▸ What the exercise asks: Search the records for "Left" and copy each line that holds it.

▸ Dataset content:
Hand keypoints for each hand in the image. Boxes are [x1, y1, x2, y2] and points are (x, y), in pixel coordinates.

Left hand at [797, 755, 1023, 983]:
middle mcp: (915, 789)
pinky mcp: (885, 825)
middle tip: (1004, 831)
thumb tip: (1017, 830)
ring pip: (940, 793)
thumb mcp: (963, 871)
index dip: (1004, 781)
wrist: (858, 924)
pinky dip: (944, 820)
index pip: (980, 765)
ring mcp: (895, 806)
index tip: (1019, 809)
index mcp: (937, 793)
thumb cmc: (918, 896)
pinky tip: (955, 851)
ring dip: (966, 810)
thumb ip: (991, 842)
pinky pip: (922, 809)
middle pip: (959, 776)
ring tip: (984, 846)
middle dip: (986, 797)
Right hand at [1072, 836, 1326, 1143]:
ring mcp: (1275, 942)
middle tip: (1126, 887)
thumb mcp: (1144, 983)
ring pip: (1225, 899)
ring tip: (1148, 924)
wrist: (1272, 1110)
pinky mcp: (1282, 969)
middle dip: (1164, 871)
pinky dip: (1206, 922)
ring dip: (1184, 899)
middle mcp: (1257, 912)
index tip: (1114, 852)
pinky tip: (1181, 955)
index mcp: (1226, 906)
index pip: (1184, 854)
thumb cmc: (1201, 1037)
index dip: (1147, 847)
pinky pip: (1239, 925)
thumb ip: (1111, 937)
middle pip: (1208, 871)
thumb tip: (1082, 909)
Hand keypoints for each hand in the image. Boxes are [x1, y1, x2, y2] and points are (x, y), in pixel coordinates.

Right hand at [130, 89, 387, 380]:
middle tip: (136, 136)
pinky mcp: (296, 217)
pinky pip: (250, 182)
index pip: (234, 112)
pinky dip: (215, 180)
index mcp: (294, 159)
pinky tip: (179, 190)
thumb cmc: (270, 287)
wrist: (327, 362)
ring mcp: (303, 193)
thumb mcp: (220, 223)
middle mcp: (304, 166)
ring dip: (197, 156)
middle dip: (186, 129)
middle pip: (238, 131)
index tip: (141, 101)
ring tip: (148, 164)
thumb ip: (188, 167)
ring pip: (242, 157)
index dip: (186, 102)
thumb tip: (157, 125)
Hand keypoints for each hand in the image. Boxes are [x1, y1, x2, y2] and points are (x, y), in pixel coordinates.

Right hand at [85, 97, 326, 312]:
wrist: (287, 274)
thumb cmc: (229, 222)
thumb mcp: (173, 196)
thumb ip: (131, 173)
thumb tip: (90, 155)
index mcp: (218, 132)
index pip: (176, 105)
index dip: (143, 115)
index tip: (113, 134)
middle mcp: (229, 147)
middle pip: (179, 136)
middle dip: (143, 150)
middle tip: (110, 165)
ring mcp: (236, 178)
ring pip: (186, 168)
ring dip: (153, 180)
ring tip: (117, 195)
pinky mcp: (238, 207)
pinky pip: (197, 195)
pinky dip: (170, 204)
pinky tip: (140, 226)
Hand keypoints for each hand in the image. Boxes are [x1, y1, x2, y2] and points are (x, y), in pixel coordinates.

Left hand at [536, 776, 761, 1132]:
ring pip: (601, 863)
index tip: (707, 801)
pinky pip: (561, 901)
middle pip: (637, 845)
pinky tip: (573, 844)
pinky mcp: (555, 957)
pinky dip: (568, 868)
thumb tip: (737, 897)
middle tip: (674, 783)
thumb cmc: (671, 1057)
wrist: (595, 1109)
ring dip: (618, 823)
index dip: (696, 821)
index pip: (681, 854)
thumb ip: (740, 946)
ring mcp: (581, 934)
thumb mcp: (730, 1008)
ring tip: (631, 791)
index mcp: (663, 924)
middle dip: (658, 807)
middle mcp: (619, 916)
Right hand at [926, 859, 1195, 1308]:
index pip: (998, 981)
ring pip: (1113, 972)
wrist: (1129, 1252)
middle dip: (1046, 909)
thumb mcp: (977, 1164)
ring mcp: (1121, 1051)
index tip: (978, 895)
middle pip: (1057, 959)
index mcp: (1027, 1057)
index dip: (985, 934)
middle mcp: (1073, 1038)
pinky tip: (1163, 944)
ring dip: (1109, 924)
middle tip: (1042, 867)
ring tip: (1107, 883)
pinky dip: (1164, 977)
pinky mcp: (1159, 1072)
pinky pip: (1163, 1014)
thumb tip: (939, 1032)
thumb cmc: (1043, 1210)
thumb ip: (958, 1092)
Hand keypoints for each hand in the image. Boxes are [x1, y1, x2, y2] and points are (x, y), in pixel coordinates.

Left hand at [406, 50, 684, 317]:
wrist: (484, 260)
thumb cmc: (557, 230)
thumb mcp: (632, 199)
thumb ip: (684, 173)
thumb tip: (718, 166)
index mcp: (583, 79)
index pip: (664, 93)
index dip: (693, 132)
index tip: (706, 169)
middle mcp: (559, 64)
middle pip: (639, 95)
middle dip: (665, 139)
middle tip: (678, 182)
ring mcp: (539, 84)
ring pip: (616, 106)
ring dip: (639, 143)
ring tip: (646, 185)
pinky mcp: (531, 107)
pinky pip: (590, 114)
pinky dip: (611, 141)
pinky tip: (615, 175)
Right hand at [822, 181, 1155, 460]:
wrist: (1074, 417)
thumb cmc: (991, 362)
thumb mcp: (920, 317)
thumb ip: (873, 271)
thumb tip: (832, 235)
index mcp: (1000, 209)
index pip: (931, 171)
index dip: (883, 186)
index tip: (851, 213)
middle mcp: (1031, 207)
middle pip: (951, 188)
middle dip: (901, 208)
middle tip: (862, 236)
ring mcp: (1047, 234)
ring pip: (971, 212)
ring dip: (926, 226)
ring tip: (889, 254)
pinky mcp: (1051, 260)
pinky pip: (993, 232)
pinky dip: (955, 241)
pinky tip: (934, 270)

▸ Response box:
Left hand at [797, 755, 1023, 983]:
Left hand at [536, 776, 761, 1132]:
Left hand at [406, 50, 684, 317]:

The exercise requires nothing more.